Earlier this week, students going through the park and just hanging out grabbed up flyers of the Revolutionary Communist Party statement "On the Murder of Trayvon Martin" and posters with a picture of Trayvon that said "We Are All Trayvon Martin" and "The Whole Damn System Is Guilty" and "Get With the Real Revolution." They were connecting what happens to them and what they worry about, with the 17-year-old who was murdered in Florida. As some students talked about this and others just hung out, school police and city cops suddenly appeared, and demanded that they leave the park.
As more and more cop cars arrived, the police starting herding the students like cattle down the sidewalk and out of the area. A young man said under his breath, "Why they always treat us like this?" The police pushed the students, about 100 strong, down a grassy hill out of the park. The students started holding the poster of Trayvon over their heads and as they crossed the street a spontaneous chant went up from the youth, "We want Justice! We want Justice!"
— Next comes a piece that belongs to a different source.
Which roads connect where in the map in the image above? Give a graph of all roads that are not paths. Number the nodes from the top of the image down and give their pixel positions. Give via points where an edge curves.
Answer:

Something new, important, and inspiring was happening right there on the spot. In the next block, more students joined as they came out of school. Young guys were yelling "Put your hoodies on!" Kids were forcefully pulling their hoods up and yelling "We are all Trayvon Martin!" There were kids on both sides of the streets, it was not one march, but 4 or 5 groups, totaling about 200 kids in all.
One student took all the flyers that a young revolutionary was carrying, and started distributing them to everybody. At the intersections, some guys stopped in the middle of the street, facing the cars and held the posters up. There was talk about a "hoodie day" and a walk-out in the next days.
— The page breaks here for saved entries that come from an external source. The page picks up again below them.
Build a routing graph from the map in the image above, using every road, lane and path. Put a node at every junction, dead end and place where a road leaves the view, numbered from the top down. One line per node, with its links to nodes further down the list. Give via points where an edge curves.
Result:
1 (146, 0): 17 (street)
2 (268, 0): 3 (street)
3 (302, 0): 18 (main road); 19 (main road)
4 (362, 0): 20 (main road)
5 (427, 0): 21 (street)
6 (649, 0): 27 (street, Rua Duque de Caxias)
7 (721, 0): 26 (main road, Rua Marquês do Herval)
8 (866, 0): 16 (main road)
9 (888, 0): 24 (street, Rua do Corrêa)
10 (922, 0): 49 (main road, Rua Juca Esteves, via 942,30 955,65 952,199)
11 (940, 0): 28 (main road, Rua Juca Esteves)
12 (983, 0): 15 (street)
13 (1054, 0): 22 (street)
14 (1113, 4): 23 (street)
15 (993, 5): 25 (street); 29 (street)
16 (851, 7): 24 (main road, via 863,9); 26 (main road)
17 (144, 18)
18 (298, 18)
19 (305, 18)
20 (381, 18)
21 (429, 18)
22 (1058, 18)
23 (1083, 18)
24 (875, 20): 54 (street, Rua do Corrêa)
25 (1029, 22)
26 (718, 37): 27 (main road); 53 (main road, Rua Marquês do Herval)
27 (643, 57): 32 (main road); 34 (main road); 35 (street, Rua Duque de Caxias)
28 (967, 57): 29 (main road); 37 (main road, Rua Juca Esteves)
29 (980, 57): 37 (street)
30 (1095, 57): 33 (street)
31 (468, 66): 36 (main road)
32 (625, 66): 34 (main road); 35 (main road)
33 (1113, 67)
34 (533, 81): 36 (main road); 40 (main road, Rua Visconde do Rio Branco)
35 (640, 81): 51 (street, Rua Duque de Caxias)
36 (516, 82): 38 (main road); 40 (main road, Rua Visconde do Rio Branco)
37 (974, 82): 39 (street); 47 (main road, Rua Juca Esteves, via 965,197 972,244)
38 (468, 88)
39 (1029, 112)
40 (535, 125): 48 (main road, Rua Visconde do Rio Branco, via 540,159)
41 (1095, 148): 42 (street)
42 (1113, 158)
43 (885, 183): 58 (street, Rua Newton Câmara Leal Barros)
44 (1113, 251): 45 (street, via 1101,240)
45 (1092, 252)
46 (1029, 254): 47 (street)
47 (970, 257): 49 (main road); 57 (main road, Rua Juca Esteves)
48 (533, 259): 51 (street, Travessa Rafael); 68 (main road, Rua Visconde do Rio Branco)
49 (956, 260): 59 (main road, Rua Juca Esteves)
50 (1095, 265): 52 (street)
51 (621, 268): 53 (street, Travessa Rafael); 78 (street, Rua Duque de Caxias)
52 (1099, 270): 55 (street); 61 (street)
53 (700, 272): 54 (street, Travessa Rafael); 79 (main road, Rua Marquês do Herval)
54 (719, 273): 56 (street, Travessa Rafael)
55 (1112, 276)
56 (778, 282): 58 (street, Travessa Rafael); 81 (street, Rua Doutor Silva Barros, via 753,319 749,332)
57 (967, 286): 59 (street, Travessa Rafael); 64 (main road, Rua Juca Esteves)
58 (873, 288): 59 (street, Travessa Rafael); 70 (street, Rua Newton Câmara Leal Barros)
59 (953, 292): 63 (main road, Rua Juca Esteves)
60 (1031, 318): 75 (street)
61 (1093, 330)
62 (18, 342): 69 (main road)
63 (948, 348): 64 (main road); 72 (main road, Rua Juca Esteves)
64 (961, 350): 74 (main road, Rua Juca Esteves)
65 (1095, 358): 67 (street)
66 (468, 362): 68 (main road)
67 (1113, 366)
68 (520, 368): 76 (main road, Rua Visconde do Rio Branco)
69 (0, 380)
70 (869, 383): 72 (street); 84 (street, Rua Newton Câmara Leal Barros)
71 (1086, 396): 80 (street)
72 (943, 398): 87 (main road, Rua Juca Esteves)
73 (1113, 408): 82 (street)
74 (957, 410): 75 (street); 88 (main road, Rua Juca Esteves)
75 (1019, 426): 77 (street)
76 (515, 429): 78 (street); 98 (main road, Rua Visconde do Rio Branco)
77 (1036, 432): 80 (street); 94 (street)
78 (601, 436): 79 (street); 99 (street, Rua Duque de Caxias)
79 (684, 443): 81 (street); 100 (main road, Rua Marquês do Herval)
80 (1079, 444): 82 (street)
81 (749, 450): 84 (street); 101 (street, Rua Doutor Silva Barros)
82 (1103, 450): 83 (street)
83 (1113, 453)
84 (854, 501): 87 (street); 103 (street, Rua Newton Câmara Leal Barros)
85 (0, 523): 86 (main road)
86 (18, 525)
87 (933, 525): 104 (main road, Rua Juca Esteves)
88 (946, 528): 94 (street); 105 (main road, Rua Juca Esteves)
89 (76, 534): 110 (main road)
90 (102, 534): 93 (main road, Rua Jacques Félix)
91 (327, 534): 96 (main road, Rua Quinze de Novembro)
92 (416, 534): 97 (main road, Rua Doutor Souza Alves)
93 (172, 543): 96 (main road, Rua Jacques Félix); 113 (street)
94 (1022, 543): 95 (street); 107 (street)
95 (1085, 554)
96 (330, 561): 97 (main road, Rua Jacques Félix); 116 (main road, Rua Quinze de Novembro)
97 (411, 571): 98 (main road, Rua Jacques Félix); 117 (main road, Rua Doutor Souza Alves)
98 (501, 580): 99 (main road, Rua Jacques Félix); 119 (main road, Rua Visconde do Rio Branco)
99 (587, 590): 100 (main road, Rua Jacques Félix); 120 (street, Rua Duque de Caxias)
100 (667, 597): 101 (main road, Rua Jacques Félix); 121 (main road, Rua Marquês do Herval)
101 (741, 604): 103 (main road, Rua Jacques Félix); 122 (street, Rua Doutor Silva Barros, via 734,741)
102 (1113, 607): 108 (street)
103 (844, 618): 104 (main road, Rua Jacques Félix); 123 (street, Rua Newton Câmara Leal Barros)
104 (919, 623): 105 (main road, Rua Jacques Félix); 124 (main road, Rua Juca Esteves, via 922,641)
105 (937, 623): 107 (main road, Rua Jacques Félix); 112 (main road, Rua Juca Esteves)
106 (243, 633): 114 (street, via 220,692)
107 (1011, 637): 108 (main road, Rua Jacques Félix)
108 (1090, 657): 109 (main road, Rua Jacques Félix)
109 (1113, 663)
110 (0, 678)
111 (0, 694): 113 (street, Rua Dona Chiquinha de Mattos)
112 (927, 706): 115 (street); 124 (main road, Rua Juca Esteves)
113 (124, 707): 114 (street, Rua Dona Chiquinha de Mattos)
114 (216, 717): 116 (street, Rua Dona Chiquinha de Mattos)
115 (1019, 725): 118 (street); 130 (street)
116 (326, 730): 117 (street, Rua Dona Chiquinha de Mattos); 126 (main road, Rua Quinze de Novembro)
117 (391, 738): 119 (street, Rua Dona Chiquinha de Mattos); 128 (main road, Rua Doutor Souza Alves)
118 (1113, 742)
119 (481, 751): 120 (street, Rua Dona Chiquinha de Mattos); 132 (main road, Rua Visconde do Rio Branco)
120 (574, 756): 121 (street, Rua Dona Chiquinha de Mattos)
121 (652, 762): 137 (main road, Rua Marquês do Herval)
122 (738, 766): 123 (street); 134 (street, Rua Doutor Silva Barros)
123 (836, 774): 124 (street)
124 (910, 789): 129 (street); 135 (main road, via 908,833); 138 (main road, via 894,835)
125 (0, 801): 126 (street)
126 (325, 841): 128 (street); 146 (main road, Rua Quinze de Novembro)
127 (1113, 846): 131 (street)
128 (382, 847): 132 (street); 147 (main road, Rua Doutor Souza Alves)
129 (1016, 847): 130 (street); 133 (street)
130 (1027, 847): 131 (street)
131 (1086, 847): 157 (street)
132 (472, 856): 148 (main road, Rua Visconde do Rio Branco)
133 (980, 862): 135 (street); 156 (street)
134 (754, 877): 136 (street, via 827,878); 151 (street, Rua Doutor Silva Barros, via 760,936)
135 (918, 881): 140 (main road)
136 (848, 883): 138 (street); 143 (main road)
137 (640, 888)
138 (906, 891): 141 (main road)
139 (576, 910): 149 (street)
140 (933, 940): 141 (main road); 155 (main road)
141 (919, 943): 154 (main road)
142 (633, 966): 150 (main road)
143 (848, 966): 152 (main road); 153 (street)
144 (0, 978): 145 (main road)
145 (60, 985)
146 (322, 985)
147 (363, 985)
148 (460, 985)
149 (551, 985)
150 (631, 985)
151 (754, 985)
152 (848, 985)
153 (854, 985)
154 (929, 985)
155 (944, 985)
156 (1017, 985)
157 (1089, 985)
Now there were police vans with their sirens on, following the groups. Cops jumped out of the vans and ran at the kids, threatening them: "keep moving, keep moving, do you want to be arrested?" while they shouted on bullhorns from the vans, "If you stop, you spend the night in jail!" Every young person the cops saw was being forced out of the area, and the police did not even pretend the students had done anything illegal. They harassed students for the distance they were standing from the bus stop, for coming out of the store talking, for going into the store instead of leaving the area. Cries of "We're not doing anything wrong!" and "We're not moving!" were mixed in with "Justice for Trayvon!" When the cops harassed the kid for getting out the Trayvon Martin flyer, at first he looked confused, then he very pointedly held the flyer up directly in front of the cop's face, turned and moved on.
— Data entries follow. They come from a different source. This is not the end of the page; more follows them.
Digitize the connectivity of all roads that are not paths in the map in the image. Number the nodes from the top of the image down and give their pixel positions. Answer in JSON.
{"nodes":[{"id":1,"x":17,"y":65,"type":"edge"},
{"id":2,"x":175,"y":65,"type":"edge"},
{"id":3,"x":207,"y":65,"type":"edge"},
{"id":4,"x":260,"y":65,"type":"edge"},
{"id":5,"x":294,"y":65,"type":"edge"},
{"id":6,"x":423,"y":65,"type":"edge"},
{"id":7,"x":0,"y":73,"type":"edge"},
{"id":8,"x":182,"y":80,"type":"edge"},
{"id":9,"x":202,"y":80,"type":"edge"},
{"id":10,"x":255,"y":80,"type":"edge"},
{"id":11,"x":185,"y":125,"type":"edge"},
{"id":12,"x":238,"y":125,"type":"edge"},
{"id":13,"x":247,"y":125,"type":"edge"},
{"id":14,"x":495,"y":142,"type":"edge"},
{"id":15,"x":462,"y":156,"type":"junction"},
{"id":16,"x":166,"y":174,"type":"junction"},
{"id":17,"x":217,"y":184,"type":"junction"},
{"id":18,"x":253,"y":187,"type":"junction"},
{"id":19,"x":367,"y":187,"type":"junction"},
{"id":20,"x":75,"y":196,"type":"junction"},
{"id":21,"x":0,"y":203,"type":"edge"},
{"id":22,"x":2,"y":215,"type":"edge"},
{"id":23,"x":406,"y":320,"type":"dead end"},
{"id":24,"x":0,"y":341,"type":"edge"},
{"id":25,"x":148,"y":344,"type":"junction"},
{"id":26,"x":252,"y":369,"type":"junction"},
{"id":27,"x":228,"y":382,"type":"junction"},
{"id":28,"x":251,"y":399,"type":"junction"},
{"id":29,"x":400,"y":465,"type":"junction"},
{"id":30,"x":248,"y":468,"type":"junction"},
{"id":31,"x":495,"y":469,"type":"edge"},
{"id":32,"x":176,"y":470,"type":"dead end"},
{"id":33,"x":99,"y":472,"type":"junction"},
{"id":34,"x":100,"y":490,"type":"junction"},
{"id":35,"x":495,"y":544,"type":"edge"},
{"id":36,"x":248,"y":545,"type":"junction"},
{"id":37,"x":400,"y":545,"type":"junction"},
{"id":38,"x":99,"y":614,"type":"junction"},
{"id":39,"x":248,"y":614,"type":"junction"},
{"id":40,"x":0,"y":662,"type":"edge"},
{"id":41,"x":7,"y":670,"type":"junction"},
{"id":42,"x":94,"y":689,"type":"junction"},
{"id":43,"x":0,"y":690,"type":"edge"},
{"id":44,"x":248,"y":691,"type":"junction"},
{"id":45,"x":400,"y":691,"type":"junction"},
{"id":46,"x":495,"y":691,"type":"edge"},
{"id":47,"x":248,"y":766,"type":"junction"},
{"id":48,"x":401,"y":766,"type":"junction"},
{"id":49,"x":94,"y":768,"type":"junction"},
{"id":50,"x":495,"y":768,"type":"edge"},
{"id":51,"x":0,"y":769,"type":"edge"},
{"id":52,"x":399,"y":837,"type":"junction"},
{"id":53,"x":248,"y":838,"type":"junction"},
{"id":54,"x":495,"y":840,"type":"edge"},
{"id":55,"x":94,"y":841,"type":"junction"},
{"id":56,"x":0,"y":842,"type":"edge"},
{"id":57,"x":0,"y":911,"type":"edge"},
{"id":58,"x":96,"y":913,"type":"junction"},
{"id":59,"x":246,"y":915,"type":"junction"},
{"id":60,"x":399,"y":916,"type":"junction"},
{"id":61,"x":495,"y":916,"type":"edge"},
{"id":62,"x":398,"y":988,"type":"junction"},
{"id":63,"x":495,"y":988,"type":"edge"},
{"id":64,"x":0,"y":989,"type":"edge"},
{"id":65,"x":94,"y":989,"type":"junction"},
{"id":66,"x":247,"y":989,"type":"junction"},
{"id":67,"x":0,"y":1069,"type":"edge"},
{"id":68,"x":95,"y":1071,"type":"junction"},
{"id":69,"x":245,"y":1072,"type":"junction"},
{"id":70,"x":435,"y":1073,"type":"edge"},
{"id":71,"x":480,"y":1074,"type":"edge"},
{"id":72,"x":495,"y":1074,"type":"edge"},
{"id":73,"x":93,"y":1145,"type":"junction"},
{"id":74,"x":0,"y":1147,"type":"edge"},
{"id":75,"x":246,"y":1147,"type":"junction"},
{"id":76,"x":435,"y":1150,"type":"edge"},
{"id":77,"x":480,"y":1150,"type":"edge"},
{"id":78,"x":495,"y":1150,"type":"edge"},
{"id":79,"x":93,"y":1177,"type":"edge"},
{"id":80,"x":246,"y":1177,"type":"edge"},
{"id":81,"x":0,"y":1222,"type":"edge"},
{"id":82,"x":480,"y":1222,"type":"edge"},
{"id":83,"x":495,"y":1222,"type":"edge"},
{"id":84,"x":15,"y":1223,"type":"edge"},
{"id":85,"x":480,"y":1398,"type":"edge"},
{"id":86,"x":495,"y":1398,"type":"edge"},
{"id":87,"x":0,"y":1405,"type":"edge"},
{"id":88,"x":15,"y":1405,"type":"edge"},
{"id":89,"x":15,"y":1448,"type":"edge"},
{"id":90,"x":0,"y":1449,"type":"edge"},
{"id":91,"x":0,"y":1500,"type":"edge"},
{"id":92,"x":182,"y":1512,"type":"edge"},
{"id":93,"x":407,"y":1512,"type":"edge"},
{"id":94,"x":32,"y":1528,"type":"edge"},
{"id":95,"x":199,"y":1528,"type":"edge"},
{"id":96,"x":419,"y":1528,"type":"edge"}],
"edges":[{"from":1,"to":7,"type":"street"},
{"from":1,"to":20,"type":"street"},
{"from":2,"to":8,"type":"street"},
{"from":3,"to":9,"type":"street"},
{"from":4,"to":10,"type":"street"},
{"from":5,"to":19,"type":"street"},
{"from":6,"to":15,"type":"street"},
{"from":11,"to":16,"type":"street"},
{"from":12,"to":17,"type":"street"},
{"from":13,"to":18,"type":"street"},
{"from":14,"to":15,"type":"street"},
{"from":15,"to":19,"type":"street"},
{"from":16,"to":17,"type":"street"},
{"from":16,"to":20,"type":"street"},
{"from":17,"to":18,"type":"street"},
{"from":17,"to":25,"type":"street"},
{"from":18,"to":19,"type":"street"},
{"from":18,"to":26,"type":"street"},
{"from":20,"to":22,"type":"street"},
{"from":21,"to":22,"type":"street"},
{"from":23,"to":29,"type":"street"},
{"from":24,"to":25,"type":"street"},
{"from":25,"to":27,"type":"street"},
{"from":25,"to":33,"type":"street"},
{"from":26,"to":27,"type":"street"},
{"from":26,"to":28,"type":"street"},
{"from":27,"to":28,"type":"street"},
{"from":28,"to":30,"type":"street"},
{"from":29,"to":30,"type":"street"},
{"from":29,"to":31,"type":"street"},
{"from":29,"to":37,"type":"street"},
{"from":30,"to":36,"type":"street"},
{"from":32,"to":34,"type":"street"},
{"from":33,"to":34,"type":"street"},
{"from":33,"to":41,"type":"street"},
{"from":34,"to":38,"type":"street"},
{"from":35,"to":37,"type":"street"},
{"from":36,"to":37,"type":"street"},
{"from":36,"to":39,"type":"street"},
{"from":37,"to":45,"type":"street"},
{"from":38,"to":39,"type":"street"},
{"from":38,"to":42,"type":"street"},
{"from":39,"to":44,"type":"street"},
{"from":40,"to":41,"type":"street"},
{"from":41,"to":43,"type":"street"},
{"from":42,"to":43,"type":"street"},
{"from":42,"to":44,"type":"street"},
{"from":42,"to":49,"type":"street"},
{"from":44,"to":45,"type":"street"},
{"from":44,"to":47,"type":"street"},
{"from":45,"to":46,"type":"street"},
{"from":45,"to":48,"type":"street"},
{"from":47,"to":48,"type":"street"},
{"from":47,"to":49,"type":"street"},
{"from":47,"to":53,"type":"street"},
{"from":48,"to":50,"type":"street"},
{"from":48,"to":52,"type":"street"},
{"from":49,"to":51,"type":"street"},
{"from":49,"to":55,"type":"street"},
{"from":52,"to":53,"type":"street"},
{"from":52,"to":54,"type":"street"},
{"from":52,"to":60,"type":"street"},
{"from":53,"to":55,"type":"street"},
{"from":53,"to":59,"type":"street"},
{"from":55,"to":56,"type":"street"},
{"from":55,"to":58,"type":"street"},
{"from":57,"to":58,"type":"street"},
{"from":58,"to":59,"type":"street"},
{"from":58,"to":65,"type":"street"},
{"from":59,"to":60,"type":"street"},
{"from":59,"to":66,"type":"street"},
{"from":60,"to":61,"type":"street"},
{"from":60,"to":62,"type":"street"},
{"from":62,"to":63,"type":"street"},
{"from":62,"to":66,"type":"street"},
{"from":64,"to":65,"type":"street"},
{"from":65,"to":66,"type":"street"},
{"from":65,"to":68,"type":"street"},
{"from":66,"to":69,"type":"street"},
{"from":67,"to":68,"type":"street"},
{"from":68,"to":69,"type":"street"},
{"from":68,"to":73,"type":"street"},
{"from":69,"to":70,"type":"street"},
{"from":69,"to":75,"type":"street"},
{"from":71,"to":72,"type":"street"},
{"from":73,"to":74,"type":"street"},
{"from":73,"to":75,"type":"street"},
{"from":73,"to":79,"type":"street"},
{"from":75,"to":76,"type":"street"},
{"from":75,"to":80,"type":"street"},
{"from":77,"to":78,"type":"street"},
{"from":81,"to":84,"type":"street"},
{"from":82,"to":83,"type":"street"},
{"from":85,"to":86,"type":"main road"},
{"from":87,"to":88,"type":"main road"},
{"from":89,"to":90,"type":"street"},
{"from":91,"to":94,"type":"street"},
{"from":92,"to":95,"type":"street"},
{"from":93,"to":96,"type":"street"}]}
About four blocks from the park, the police presence fizzled out. On his way back to the park, the young revolutionary met other groupings of youth. Some students came up to him, "Do you know what just happened? The police just threw a Black child through the window" at the bank a block from the park. Shattered glass was all over the sidewalk, and the bank had a hole in the plate glass on the side of the front entrance. People gathered at the corner outraged, and the cop stationed there tried to pacify them: "The officer told him to take his hands out of his pockets. The kid did not do so, so the officer didn't know what he might have in his pockets. And he miscalculated the force that he used when he put him up against the window." This only further enraged the people, one of whom said, "We don't want to hear anymore of that bullshit. This has to stop!" People and students broadly also commented about a 15-year-old young man that had been shot in the back by police a few blocks away on Sunday evening.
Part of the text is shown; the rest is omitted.